Karen Millen plans to double its sales to £500m in the next five years, after a decision by parent company Aurora Fashions to spin the company off as an independent business.
The premium womenswear chain said the growth would be driven by further international expansion, including into China, Canada and Latin America.
It also plans to open stores in European markets such as Germany (where it already has three stores) and Italy, following successful roll-outs in France and Spain.
Both Karen Millen and Aurora will remain 90% owned by nationalised Icelandic bank Kaupthing, with the remainder held by management.
Aurora finance director Richard Glanville said the split was designed to give Karen Millen the finance to expand globally, and that additional debt facilities had been secured to fund its growth.
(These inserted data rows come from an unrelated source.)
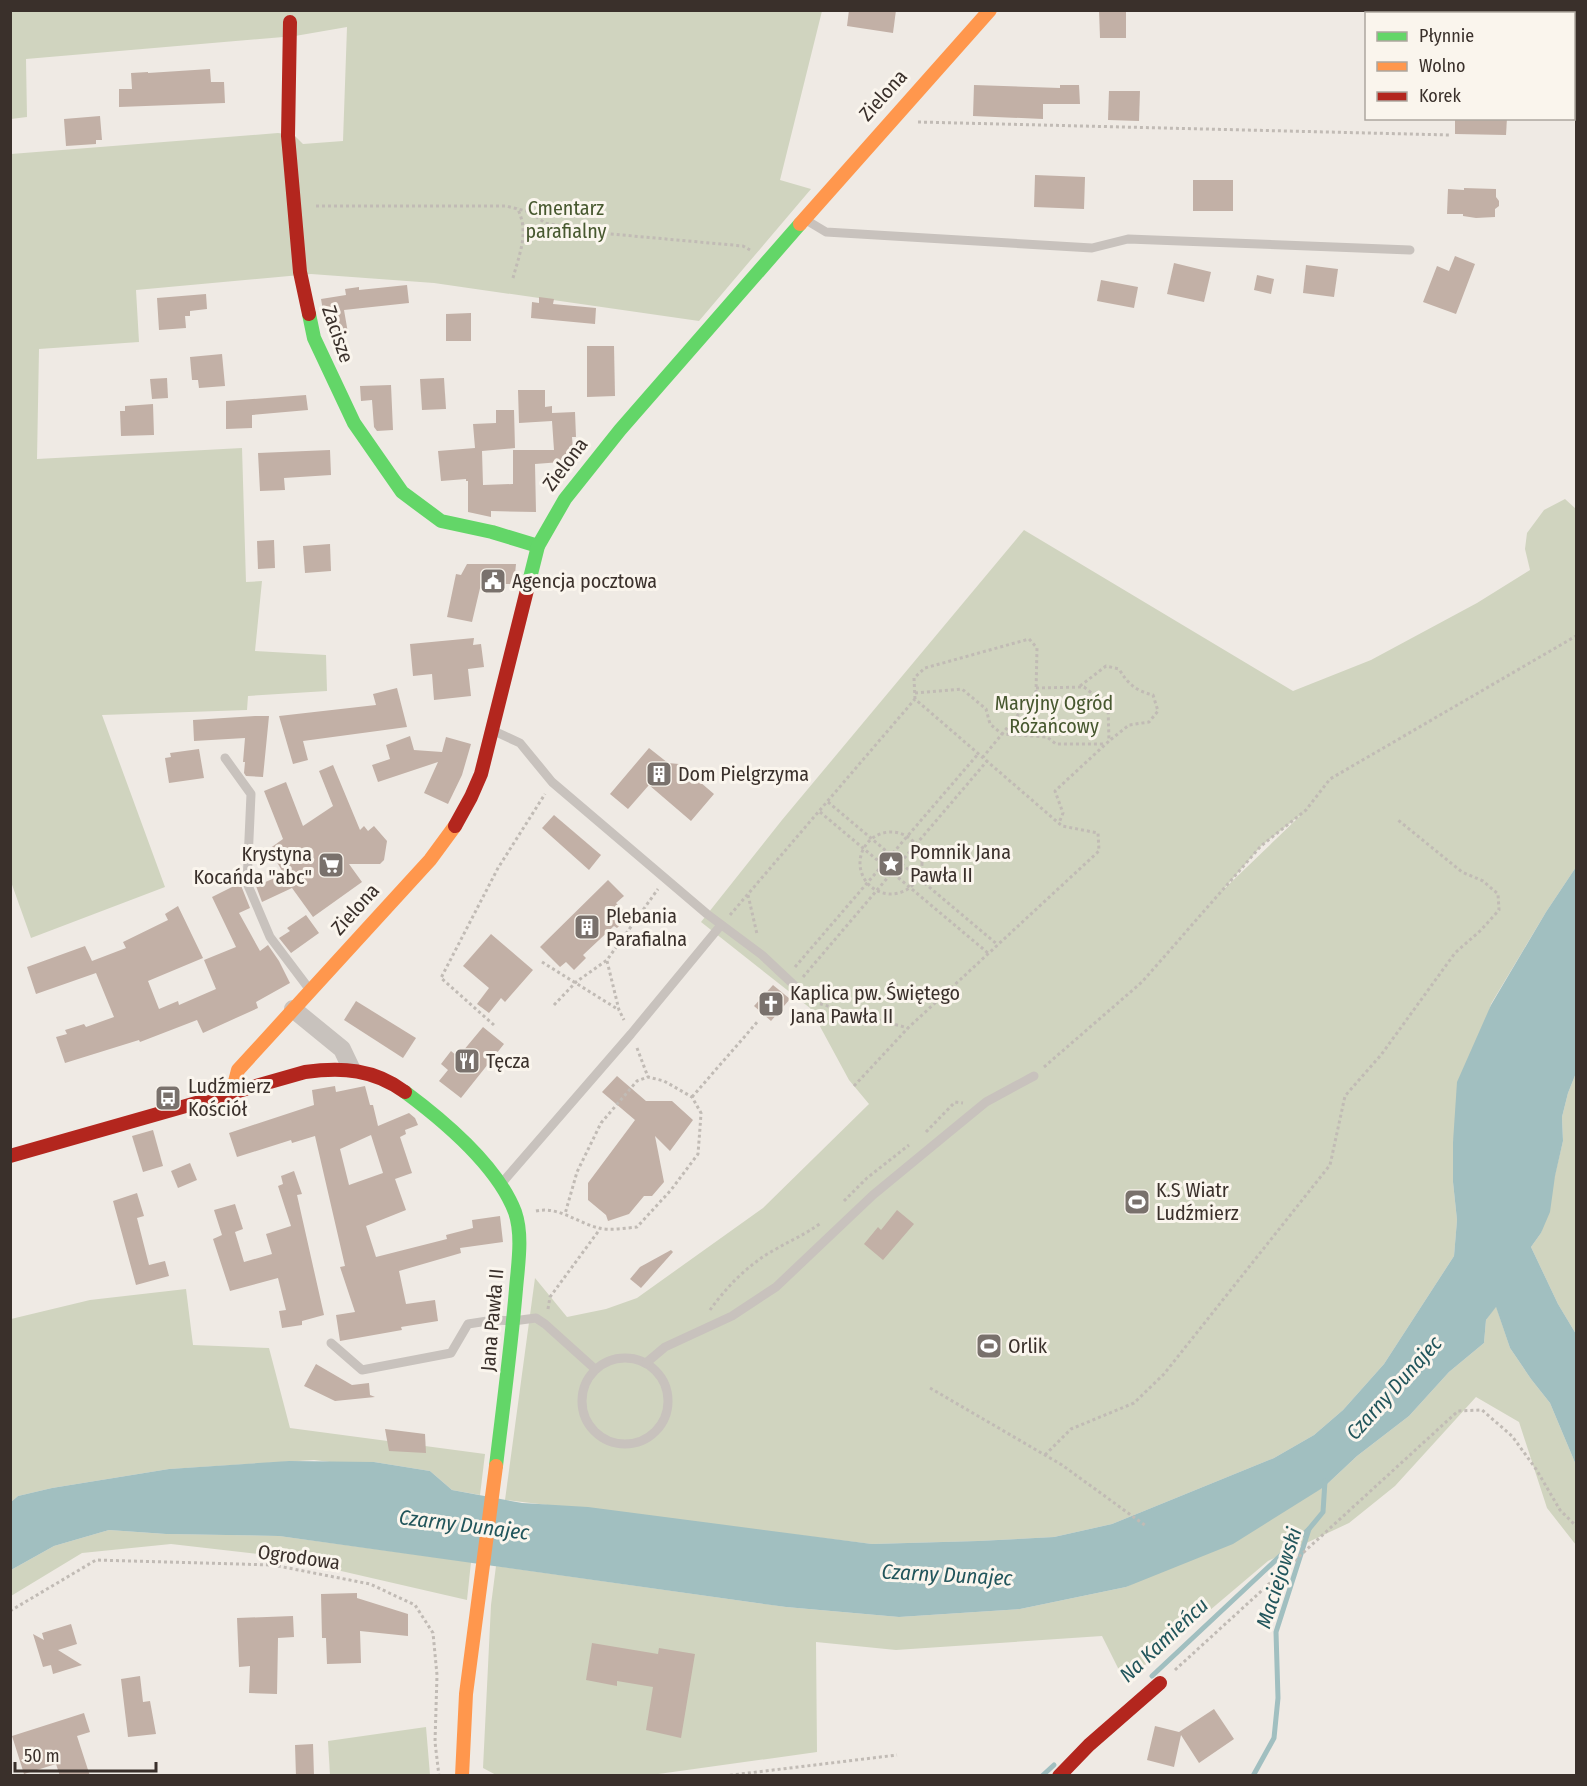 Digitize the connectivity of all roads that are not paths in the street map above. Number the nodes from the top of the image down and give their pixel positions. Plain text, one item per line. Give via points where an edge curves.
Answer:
1 (990, 10) edge
2 (290, 22) dead end
3 (804, 219) junction
4 (1410, 250) dead end
5 (538, 546) junction
6 (492, 730) junction
7 (225, 758) dead end
8 (721, 925) junction
9 (795, 986) road end
10 (311, 991) junction
11 (293, 1009) junction
12 (351, 1068) junction
13 (1034, 1076) road end
14 (232, 1093) junction
15 (10, 1156) edge
16 (500, 1185) junction
17 (513, 1321) junction
18 (331, 1343) dead end
19 (646, 1363) junction
20 (596, 1369) junction
21 (1160, 1683) road end
22 (462, 1776) edge
23 (1059, 1776) edge

1 - 3 street, Zielona
2 - 5 street, Zacisze via 288,136 300,272 314,338 354,423 402,492 441,521
3 - 4 lane via 826,232 1092,248 1128,239
3 - 5 street, Zielona via 595,461 565,499
5 - 6 street, Zielona
6 - 8 lane via 520,743 552,782
6 - 10 street, Zielona via 482,774 455,827
7 - 10 lane via 251,794 247,883 270,937
8 - 9 lane via 762,954
8 - 16 lane
10 - 11 street, Zielona
11 - 12 street via 342,1049
11 - 14 street, Zielona via 238,1070
12 - 14 street, Jana Pawła II via 305,1072
12 - 16 street, Jana Pawła II via 389,1080 411,1095 480,1160
13 - 19 lane via 986,1102 873,1195 776,1287 732,1316 665,1347
14 - 15 street, Jana Pawła II
16 - 17 street, Jana Pawła II via 516,1215
17 - 18 lane via 468,1324 451,1353 362,1370
17 - 20 lane via 536,1318
17 - 22 street, Jana Pawła II via 474,1637
19 - 20 lane via 620,1358
19 - 20 lane via 665,1384 667,1410 654,1434 626,1445 598,1436 587,1424 581,1395
21 - 23 street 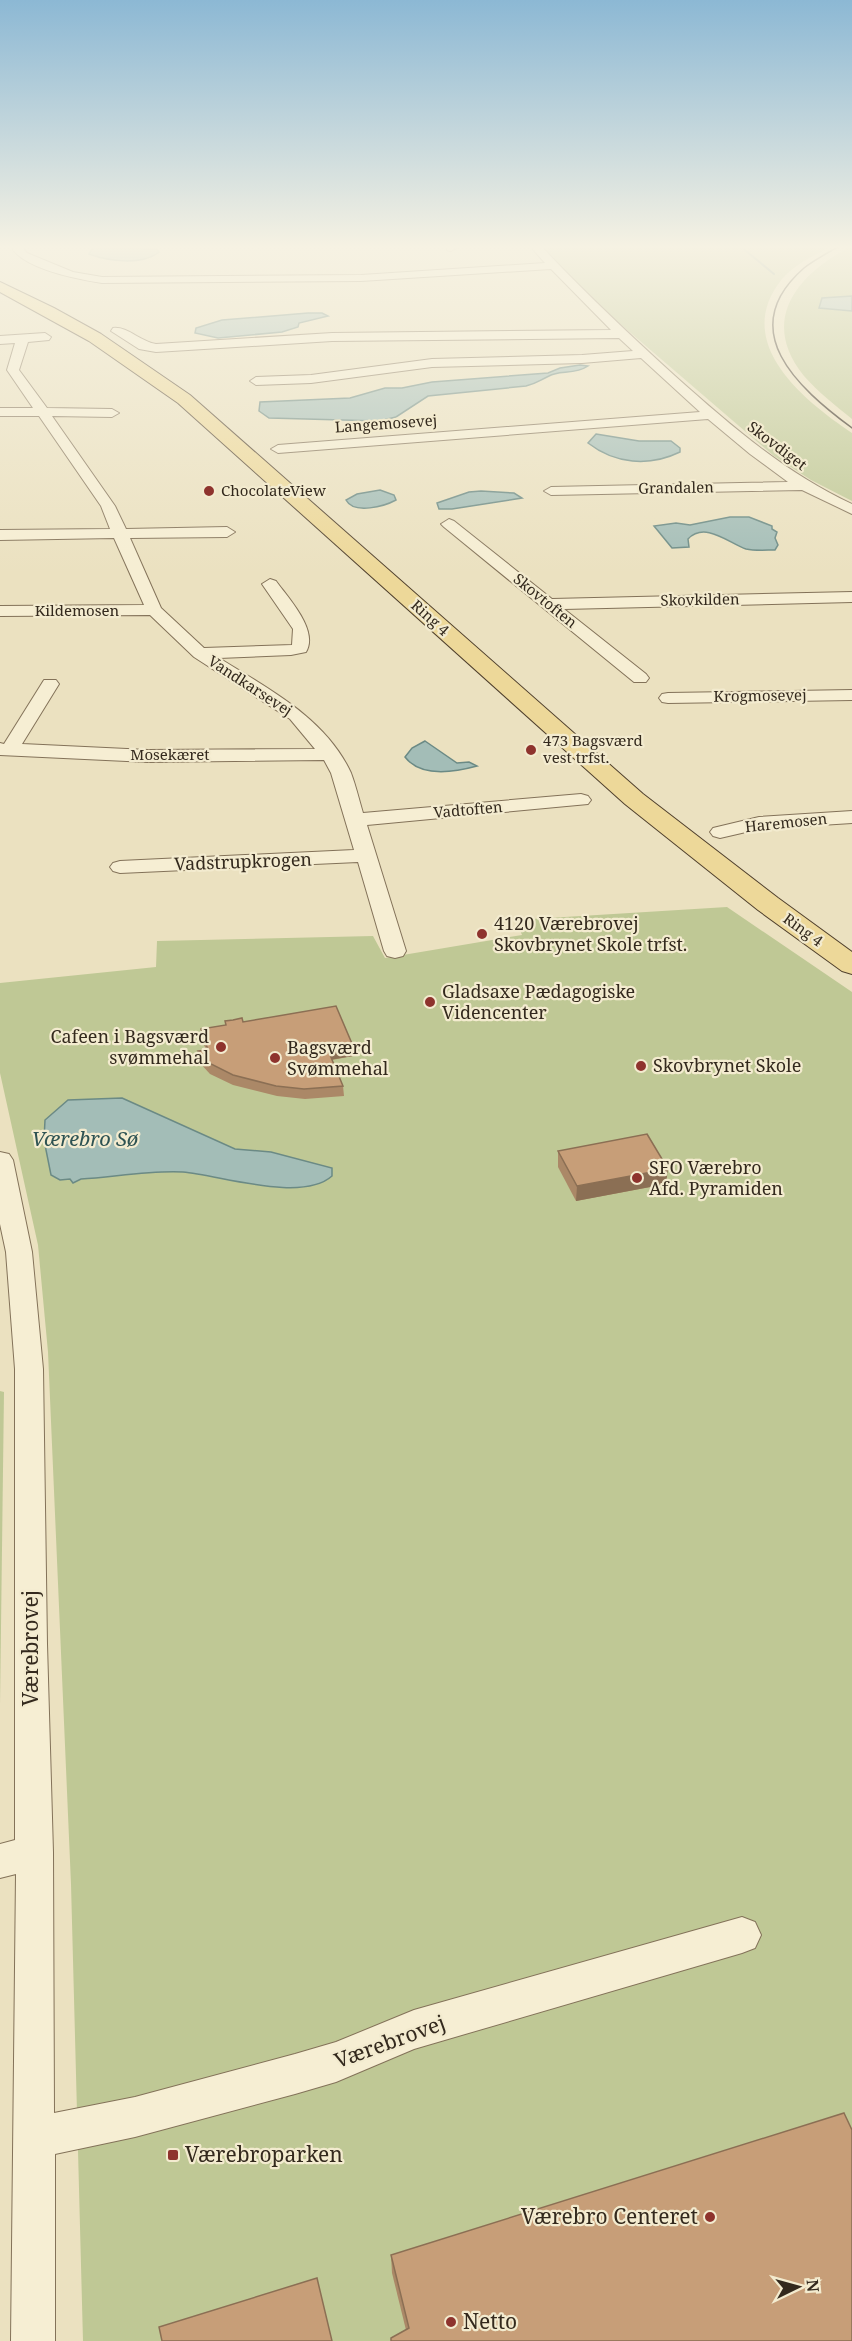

In 2004, just 5% of Karen Millen’s £80m turnover was from overseas business. Now, 60% of its £250m turnover is from overseas.
“With Karen Millen’s international success its requirements for cash have been much higher than expected,” Glanville said.
It is understood all the other Aurora fascias will continue to grow internationally through concessions. Peru, Argentina and Chile are on the agenda for Oasis and Warehouse.
Aurora executive chairman Derek Lovelock will chair Karen Millen. Glanville and Aurora chief executive Mike Shearwood will remain on the board as investors but will not be involved with the day-to-day running of Karen Millen.
Joint managing directors Gemma Metheringham and Steve Price will remain in situ.